**RECORDS SHOWN**:
************

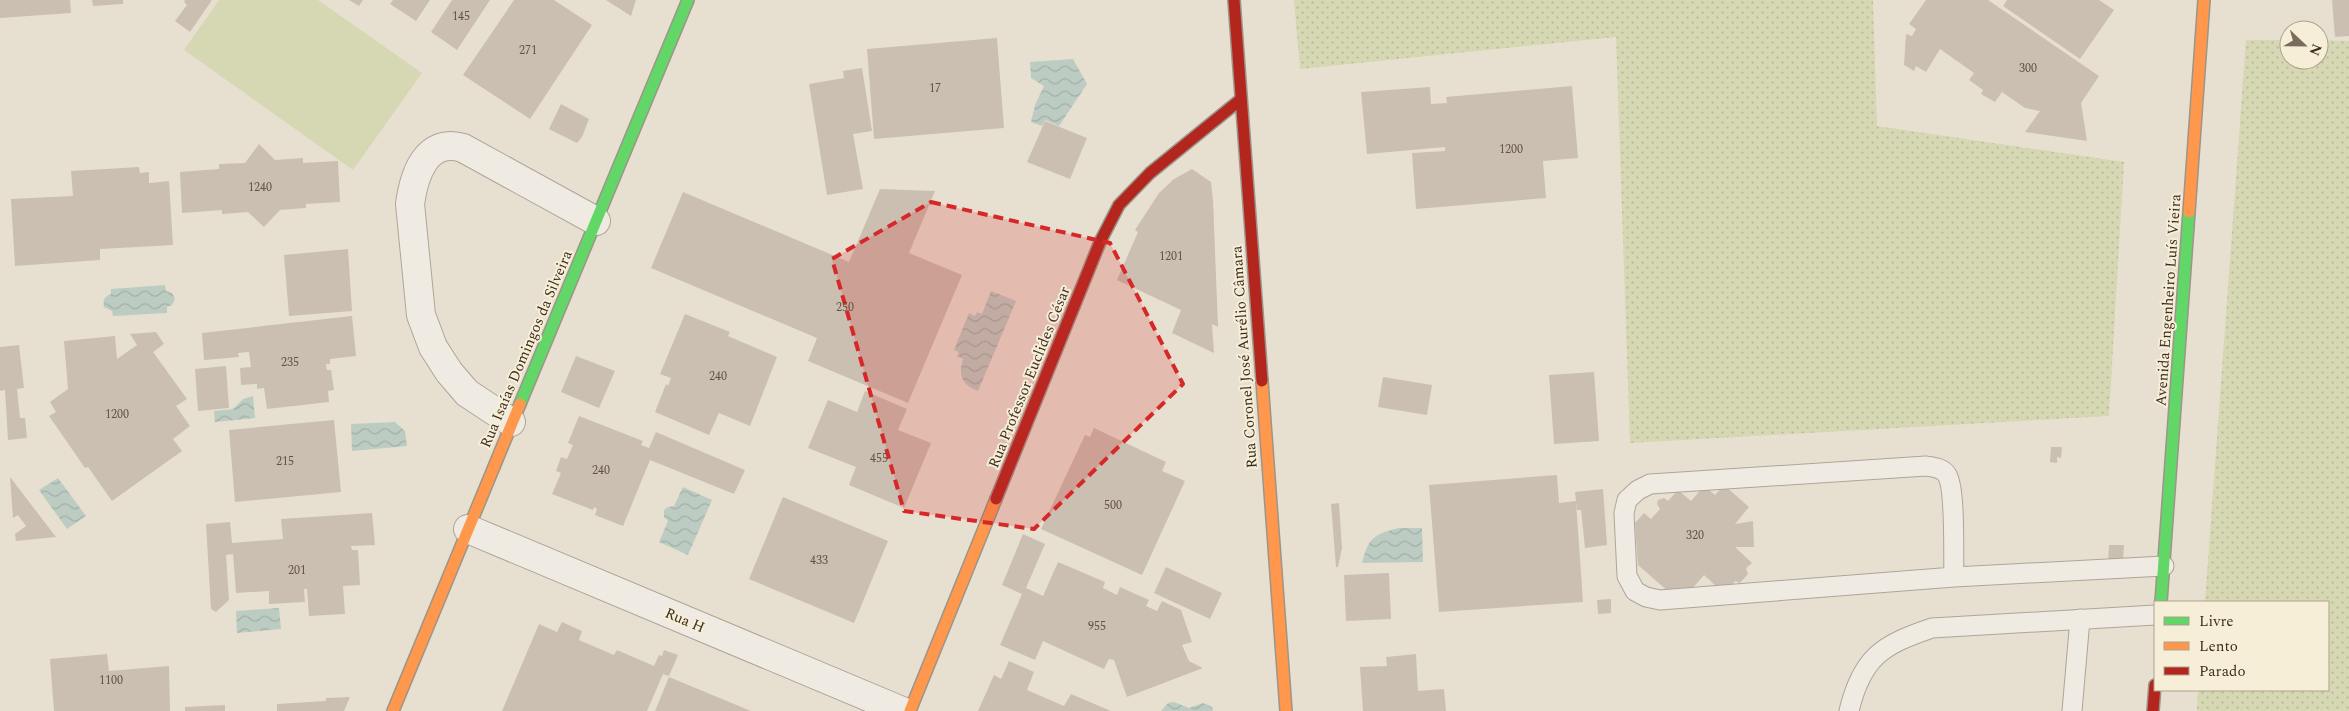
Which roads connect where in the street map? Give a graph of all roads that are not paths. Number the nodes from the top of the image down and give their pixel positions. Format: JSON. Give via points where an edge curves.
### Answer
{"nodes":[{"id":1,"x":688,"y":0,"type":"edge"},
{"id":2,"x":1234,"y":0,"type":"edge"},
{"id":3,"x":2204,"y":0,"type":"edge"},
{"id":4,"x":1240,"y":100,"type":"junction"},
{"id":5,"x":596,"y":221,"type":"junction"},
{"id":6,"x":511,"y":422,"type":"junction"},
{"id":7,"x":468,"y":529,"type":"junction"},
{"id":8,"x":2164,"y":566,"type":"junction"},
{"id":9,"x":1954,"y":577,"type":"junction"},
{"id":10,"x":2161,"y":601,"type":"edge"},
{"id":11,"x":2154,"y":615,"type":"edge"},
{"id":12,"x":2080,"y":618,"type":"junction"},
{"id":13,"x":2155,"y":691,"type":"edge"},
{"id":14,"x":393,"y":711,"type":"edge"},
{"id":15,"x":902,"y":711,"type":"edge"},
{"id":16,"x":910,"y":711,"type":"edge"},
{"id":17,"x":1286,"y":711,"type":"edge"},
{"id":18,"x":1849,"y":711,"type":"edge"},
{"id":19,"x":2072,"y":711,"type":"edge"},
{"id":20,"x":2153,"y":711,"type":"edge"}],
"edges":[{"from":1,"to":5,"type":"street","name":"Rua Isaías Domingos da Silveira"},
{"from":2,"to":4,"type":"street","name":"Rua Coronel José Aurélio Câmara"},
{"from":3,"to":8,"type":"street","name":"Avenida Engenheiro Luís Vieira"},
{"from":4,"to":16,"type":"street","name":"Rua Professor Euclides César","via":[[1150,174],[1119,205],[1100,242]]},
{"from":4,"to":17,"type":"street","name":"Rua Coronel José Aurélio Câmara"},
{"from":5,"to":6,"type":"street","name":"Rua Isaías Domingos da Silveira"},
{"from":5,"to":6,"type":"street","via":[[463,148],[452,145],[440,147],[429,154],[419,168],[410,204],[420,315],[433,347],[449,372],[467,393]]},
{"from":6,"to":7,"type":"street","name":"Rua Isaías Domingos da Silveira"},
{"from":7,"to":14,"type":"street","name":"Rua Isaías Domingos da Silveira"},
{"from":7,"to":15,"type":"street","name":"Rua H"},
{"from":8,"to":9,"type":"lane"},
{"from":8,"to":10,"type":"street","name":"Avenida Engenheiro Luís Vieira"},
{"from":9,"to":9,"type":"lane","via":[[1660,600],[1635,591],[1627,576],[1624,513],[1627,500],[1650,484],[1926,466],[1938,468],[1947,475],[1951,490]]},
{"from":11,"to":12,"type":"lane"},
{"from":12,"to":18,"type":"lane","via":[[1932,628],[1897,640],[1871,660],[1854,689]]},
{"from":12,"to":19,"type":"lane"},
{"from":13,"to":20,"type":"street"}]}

************

Output all the material exactly. The pictures are to be left out.

**ANSWER TO THIS EXERCISE**:
Which roads connect where in the street map? Give a graph of all roads that are not paths. Number the nodes from the top of the image down and give their pixel positions. Format: JSON. Give via points where an edge curves.
### Answer
{"nodes":[{"id":1,"x":688,"y":0,"type":"edge"},
{"id":2,"x":1234,"y":0,"type":"edge"},
{"id":3,"x":2204,"y":0,"type":"edge"},
{"id":4,"x":1240,"y":100,"type":"junction"},
{"id":5,"x":596,"y":221,"type":"junction"},
{"id":6,"x":511,"y":422,"type":"junction"},
{"id":7,"x":468,"y":529,"type":"junction"},
{"id":8,"x":2164,"y":566,"type":"junction"},
{"id":9,"x":1954,"y":577,"type":"junction"},
{"id":10,"x":2161,"y":601,"type":"edge"},
{"id":11,"x":2154,"y":615,"type":"edge"},
{"id":12,"x":2080,"y":618,"type":"junction"},
{"id":13,"x":2155,"y":691,"type":"edge"},
{"id":14,"x":393,"y":711,"type":"edge"},
{"id":15,"x":902,"y":711,"type":"edge"},
{"id":16,"x":910,"y":711,"type":"edge"},
{"id":17,"x":1286,"y":711,"type":"edge"},
{"id":18,"x":1849,"y":711,"type":"edge"},
{"id":19,"x":2072,"y":711,"type":"edge"},
{"id":20,"x":2153,"y":711,"type":"edge"}],
"edges":[{"from":1,"to":5,"type":"street","name":"Rua Isaías Domingos da Silveira"},
{"from":2,"to":4,"type":"street","name":"Rua Coronel José Aurélio Câmara"},
{"from":3,"to":8,"type":"street","name":"Avenida Engenheiro Luís Vieira"},
{"from":4,"to":16,"type":"street","name":"Rua Professor Euclides César","via":[[1150,174],[1119,205],[1100,242]]},
{"from":4,"to":17,"type":"street","name":"Rua Coronel José Aurélio Câmara"},
{"from":5,"to":6,"type":"street","name":"Rua Isaías Domingos da Silveira"},
{"from":5,"to":6,"type":"street","via":[[463,148],[452,145],[440,147],[429,154],[419,168],[410,204],[420,315],[433,347],[449,372],[467,393]]},
{"from":6,"to":7,"type":"street","name":"Rua Isaías Domingos da Silveira"},
{"from":7,"to":14,"type":"street","name":"Rua Isaías Domingos da Silveira"},
{"from":7,"to":15,"type":"street","name":"Rua H"},
{"from":8,"to":9,"type":"lane"},
{"from":8,"to":10,"type":"street","name":"Avenida Engenheiro Luís Vieira"},
{"from":9,"to":9,"type":"lane","via":[[1660,600],[1635,591],[1627,576],[1624,513],[1627,500],[1650,484],[1926,466],[1938,468],[1947,475],[1951,490]]},
{"from":11,"to":12,"type":"lane"},
{"from":12,"to":18,"type":"lane","via":[[1932,628],[1897,640],[1871,660],[1854,689]]},
{"from":12,"to":19,"type":"lane"},
{"from":13,"to":20,"type":"street"}]}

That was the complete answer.